Everything about that vacation was a wonderful blur. Apparently, the tango scene there doesn’t even start until 1 in the morning, and the party doesn’t end until sunrise. I couldn’t believe that someone almost 20 years my senior was able to stay out all night dancing, but seeing Bert in his element was something special.
So, okay. At the beginning of this thing, I told you that eventually my goal was to open a yoga studio, and that was something that Bert and I talked about a lot. He knew that I was diligently saving up to put down a deposit on a studio that had been sitting empty for years, and he contributed as much as he could every month.

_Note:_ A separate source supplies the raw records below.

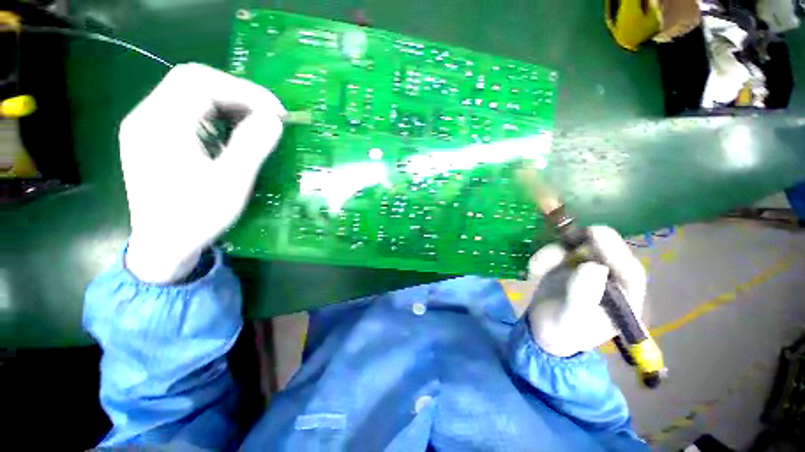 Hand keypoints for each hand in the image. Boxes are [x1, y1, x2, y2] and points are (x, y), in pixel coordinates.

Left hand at [120, 63, 285, 282]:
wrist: (164, 246)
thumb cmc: (196, 218)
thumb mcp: (231, 184)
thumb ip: (252, 146)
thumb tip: (274, 119)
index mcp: (160, 125)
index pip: (200, 82)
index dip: (244, 91)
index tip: (277, 112)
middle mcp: (148, 117)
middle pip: (193, 82)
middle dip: (238, 94)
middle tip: (269, 116)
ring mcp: (148, 126)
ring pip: (190, 94)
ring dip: (229, 103)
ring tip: (257, 124)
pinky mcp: (155, 137)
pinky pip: (188, 112)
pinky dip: (217, 115)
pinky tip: (234, 133)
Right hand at [526, 226, 646, 356]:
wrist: (542, 330)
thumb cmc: (562, 332)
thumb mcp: (570, 319)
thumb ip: (582, 297)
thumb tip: (593, 266)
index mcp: (624, 300)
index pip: (629, 272)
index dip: (615, 251)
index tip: (595, 233)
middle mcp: (611, 281)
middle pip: (604, 252)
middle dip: (581, 245)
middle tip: (563, 238)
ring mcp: (590, 271)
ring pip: (578, 248)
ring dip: (554, 253)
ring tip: (536, 268)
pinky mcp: (570, 265)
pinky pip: (560, 251)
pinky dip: (545, 256)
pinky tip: (534, 269) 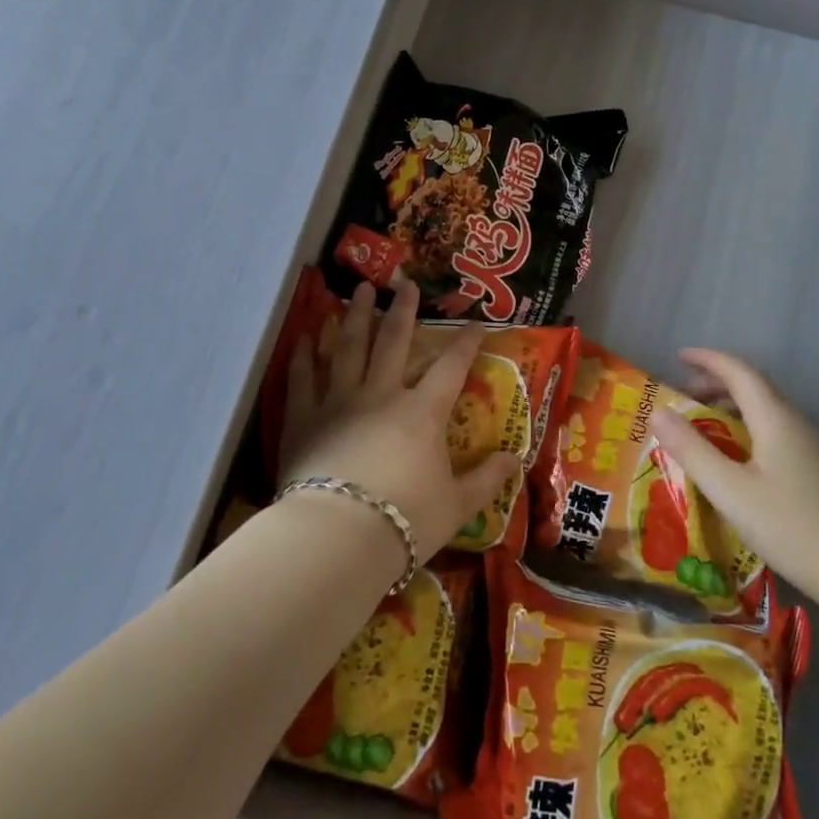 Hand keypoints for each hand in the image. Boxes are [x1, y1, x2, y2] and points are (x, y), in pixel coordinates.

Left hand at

I was able to raise the money after about two years since I had first started saving, and I sat down with my business coach to talk about putting together a real plan. Originally, my idea had been to focus only on yoga, but I couldn’t help but think that the studio would be such a great place for dancing as well. So, I reached out to the instructor who had taught me the basics of tango, and of course, I reached out to Bert as well to see if he might want to give intermediate classes.
Well, it’s been two years, and Bert is no longer my sugar daddy. Instead, he’s my business associate, my occasional travel buddy (we make an annual pilgrimage down to Buenos Aires), my yoga student and my constant dance partner. And one of these days, I think we’re going to win a competition!